Information supplied ->
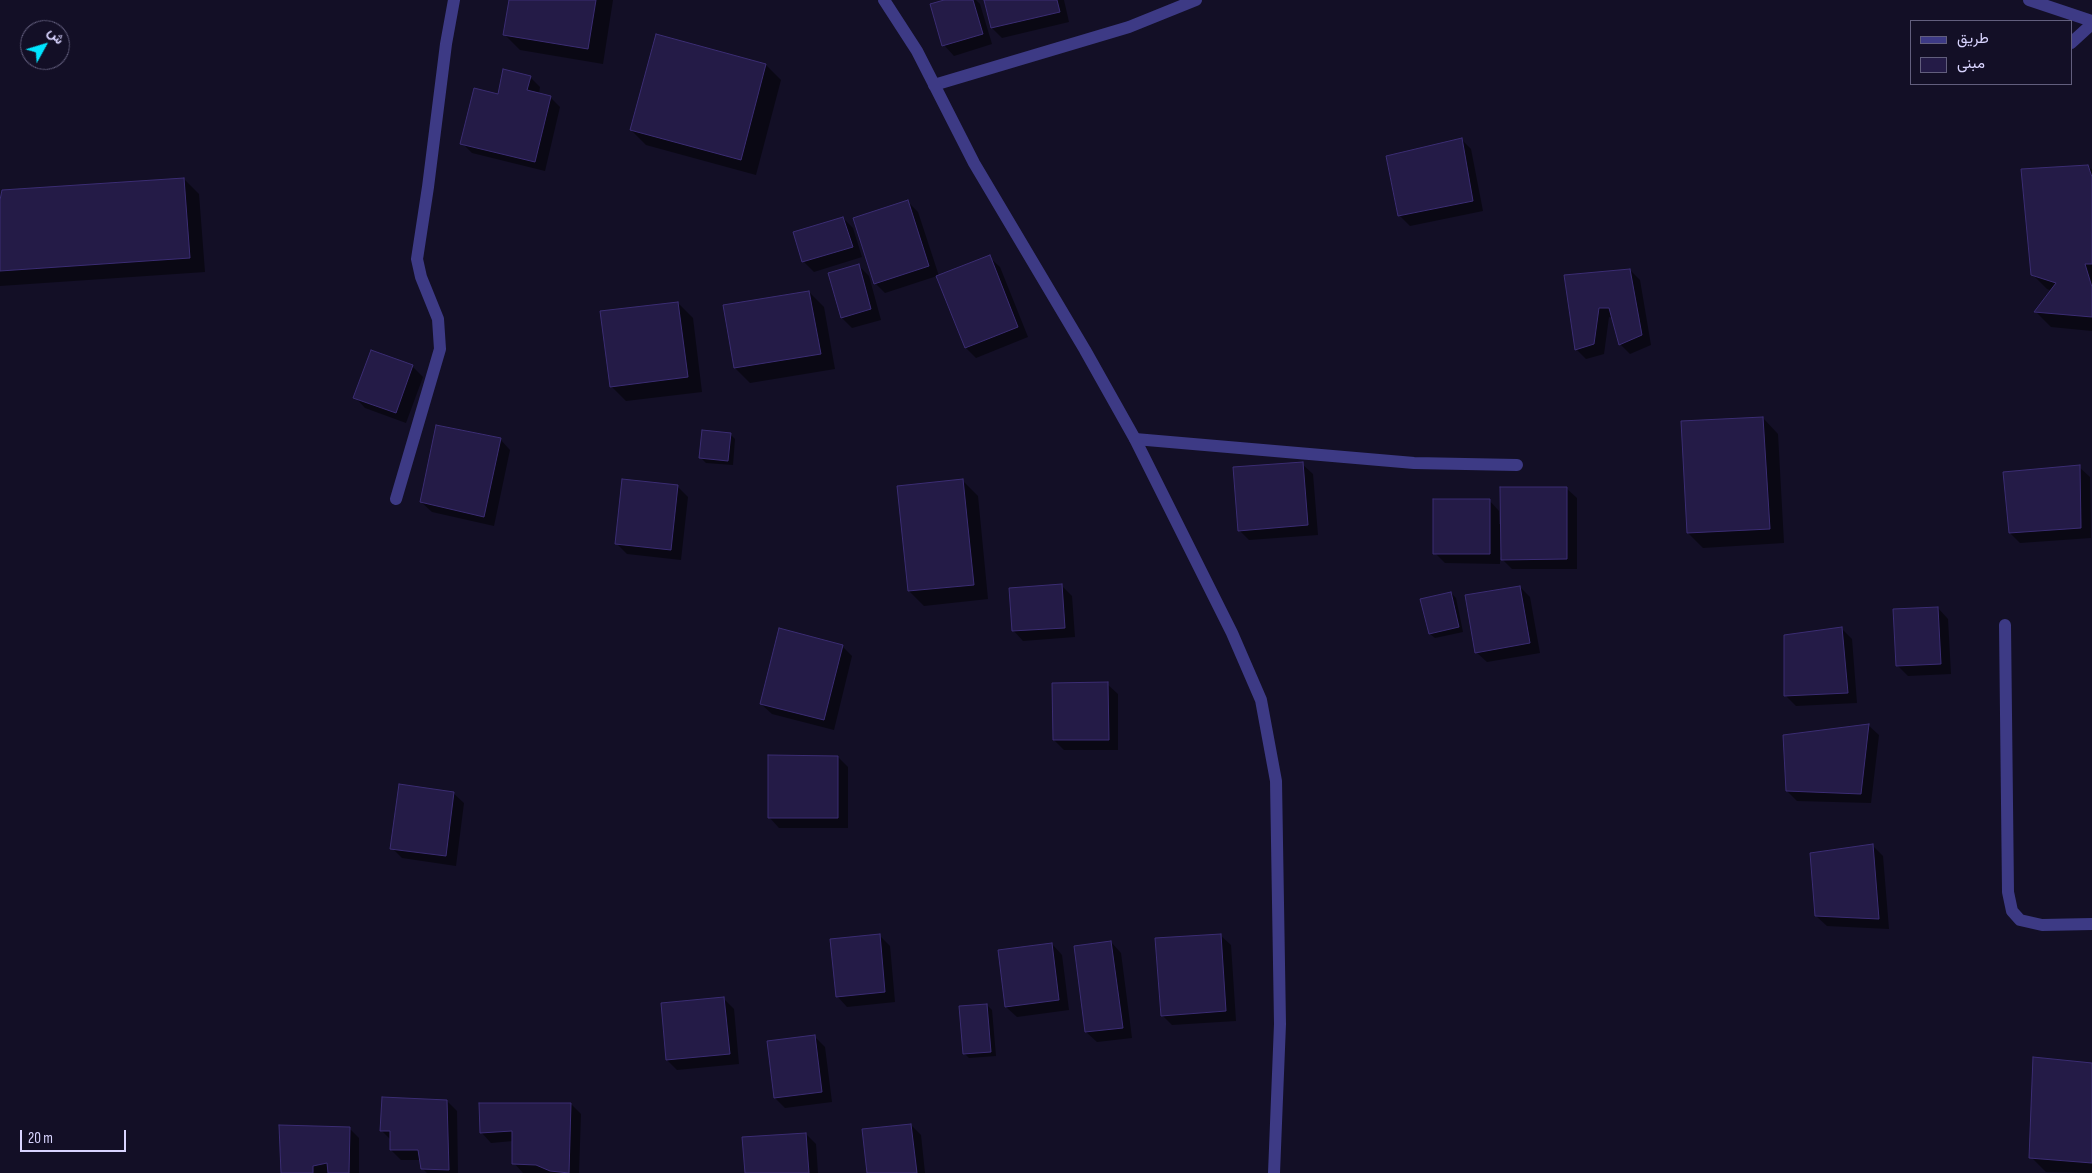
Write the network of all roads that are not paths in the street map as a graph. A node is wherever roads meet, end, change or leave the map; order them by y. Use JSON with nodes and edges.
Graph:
{"nodes":[{"id":1,"x":454,"y":0,"type":"edge"},
{"id":2,"x":884,"y":0,"type":"edge"},
{"id":3,"x":1196,"y":0,"type":"edge"},
{"id":4,"x":2029,"y":0,"type":"edge"},
{"id":5,"x":2092,"y":22,"type":"edge"},
{"id":6,"x":2072,"y":42,"type":"edge"},
{"id":7,"x":934,"y":85,"type":"junction"},
{"id":8,"x":1135,"y":438,"type":"junction"},
{"id":9,"x":1516,"y":464,"type":"dead end"},
{"id":10,"x":396,"y":499,"type":"dead end"},
{"id":11,"x":2005,"y":625,"type":"dead end"},
{"id":12,"x":2092,"y":924,"type":"edge"},
{"id":13,"x":1274,"y":1173,"type":"edge"}],
"edges":[{"from":1,"to":10,"type":"street"},
{"from":2,"to":7,"type":"street"},
{"from":3,"to":7,"type":"street"},
{"from":4,"to":5,"type":"street"},
{"from":5,"to":6,"type":"street"},
{"from":7,"to":8,"type":"street"},
{"from":8,"to":9,"type":"street"},
{"from":8,"to":13,"type":"street"},
{"from":11,"to":12,"type":"street"}]}
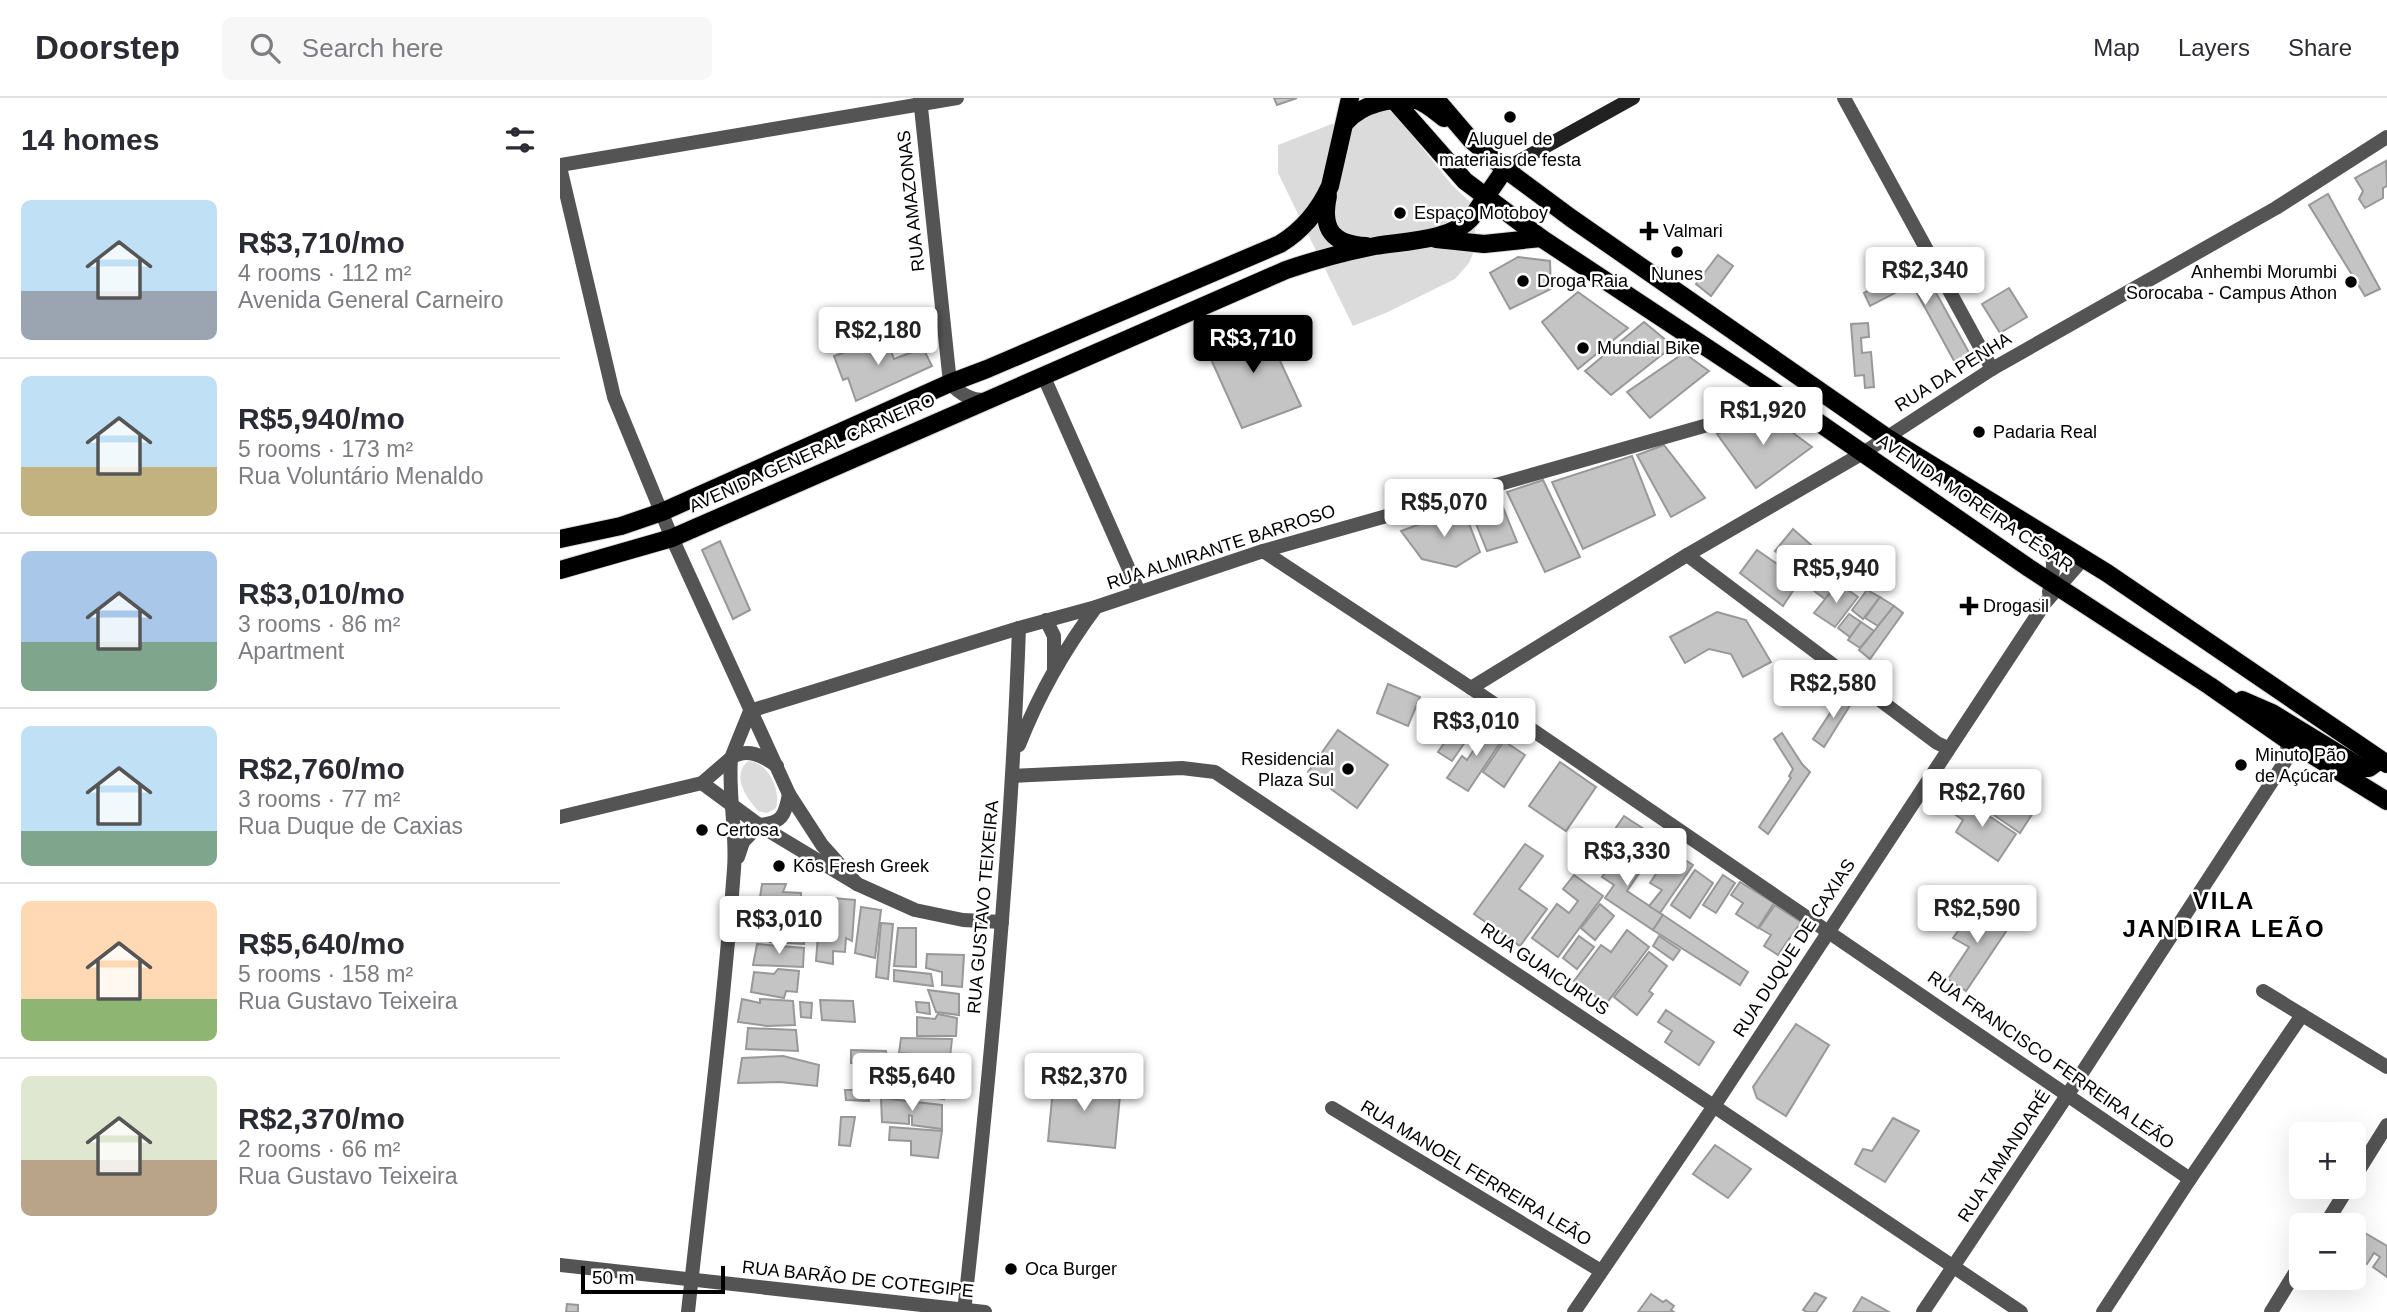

Task goal ->
If a record contains a picture, omit the picture and repeat everything else exactly.

Output for this exercise ->
Write the network of all roads that are not paths in the street map as a graph. A node is wherever roads meet, end, change or leave the map; order them by y. Use JSON with nodes and edges.
Graph:
{"nodes":[{"id":1,"x":454,"y":0,"type":"edge"},
{"id":2,"x":884,"y":0,"type":"edge"},
{"id":3,"x":1196,"y":0,"type":"edge"},
{"id":4,"x":2029,"y":0,"type":"edge"},
{"id":5,"x":2092,"y":22,"type":"edge"},
{"id":6,"x":2072,"y":42,"type":"edge"},
{"id":7,"x":934,"y":85,"type":"junction"},
{"id":8,"x":1135,"y":438,"type":"junction"},
{"id":9,"x":1516,"y":464,"type":"dead end"},
{"id":10,"x":396,"y":499,"type":"dead end"},
{"id":11,"x":2005,"y":625,"type":"dead end"},
{"id":12,"x":2092,"y":924,"type":"edge"},
{"id":13,"x":1274,"y":1173,"type":"edge"}],
"edges":[{"from":1,"to":10,"type":"street"},
{"from":2,"to":7,"type":"street"},
{"from":3,"to":7,"type":"street"},
{"from":4,"to":5,"type":"street"},
{"from":5,"to":6,"type":"street"},
{"from":7,"to":8,"type":"street"},
{"from":8,"to":9,"type":"street"},
{"from":8,"to":13,"type":"street"},
{"from":11,"to":12,"type":"street"}]}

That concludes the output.